• Supplied data:
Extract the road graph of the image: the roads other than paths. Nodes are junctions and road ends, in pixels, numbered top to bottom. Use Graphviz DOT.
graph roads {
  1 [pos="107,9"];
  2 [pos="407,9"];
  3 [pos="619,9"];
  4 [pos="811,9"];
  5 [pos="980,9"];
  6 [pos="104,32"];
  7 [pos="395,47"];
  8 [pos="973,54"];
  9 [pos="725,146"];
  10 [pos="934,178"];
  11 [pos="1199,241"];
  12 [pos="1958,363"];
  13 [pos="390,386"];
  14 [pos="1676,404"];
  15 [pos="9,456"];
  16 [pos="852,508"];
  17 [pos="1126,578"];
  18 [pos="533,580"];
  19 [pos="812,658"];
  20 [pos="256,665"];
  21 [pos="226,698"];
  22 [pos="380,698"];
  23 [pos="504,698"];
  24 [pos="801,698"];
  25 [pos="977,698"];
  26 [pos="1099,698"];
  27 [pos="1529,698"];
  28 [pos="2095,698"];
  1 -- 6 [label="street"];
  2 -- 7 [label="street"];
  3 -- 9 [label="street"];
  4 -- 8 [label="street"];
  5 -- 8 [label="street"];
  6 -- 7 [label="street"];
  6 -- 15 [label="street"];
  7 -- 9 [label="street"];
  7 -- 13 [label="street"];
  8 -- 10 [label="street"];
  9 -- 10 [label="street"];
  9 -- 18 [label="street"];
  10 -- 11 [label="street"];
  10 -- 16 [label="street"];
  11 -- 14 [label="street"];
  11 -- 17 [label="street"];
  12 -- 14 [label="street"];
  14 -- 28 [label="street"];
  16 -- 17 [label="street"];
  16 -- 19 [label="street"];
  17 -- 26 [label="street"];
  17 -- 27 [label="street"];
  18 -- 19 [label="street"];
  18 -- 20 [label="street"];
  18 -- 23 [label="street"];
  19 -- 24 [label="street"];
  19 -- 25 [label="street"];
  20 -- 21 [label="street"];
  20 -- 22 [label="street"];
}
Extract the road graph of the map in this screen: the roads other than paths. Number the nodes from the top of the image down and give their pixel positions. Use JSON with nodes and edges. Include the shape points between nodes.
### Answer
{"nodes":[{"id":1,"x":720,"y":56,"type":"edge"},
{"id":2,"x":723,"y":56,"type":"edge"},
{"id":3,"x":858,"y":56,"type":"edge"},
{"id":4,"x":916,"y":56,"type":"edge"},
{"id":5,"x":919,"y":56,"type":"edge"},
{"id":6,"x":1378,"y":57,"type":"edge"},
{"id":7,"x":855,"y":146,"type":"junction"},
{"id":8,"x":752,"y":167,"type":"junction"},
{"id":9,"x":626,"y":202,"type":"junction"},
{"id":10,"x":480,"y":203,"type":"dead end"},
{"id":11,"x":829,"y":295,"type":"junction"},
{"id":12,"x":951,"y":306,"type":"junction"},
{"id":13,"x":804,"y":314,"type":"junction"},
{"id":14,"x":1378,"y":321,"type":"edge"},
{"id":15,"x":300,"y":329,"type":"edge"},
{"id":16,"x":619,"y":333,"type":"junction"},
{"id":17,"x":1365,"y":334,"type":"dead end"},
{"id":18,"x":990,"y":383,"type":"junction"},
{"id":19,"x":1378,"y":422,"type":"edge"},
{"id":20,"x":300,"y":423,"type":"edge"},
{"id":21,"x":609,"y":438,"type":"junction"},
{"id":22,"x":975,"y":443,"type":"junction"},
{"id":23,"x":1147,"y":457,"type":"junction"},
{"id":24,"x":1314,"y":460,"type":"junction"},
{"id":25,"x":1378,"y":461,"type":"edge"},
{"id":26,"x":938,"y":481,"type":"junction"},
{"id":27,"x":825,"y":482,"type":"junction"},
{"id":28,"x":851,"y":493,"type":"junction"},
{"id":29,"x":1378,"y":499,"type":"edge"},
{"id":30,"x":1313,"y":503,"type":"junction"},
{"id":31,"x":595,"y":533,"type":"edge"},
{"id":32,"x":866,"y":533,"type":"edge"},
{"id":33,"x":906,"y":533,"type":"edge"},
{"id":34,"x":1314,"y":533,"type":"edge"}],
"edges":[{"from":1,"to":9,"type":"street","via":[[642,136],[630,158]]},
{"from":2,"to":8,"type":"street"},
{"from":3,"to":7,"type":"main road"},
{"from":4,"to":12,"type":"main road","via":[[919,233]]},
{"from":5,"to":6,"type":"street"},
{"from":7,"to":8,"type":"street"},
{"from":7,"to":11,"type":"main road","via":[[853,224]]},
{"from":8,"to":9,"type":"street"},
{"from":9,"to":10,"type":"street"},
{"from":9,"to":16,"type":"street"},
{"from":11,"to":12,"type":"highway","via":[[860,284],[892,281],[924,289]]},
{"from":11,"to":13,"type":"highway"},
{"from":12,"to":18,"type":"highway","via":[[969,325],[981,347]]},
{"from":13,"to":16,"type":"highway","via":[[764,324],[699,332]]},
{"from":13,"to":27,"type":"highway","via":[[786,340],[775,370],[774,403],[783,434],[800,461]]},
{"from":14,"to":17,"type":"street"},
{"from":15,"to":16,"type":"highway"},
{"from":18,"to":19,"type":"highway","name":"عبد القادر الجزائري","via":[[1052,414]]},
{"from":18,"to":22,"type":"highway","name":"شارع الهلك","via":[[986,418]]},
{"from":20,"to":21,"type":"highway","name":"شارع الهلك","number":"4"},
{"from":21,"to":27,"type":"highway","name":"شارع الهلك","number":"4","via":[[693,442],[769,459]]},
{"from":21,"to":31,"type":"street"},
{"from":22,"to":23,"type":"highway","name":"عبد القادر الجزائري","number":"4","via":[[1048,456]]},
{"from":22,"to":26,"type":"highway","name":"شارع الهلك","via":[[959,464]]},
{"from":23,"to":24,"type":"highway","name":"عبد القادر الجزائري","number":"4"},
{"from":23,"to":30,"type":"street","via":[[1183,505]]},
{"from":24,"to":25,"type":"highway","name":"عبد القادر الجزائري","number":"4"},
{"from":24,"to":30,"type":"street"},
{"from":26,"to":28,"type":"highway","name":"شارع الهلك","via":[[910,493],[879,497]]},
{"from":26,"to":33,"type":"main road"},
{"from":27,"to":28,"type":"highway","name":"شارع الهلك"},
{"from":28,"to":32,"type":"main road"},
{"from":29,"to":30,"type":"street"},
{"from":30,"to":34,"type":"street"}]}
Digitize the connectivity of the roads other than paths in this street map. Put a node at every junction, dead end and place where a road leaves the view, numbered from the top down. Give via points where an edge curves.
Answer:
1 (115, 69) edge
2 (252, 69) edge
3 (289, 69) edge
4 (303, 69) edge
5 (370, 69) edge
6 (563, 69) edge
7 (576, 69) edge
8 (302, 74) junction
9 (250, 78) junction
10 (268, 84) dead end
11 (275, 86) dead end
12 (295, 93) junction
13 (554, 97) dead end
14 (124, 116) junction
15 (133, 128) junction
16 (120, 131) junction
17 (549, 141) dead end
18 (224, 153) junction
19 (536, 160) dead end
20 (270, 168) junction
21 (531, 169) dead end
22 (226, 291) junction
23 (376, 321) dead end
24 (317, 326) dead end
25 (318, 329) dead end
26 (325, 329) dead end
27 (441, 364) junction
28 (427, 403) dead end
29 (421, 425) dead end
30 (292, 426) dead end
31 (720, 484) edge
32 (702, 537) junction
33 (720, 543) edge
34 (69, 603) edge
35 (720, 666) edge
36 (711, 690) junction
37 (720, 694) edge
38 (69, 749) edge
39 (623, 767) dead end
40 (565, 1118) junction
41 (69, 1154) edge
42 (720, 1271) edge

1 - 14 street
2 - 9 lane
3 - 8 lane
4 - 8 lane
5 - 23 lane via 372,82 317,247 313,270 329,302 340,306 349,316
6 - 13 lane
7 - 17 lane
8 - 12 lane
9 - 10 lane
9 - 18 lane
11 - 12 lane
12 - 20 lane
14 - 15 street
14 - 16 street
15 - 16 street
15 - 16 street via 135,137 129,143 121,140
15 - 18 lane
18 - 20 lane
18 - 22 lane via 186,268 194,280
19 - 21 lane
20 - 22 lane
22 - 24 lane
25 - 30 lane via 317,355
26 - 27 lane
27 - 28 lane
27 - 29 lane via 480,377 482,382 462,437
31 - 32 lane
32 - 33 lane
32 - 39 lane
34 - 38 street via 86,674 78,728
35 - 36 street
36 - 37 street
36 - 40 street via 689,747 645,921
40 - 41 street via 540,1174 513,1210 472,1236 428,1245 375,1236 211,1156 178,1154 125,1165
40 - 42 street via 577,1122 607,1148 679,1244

• Exercise objective: Go through the listing above and copy each line in which the string "edges" is found.

• Solution:
Extract the road graph of the map in this screen: the roads other than paths. Number the nodes from the top of the image down and give their pixel positions. Use JSON with nodes and edges. Include the shape points between nodes.
"edges":[{"from":1,"to":9,"type":"street","via":[[642,136],[630,158]]},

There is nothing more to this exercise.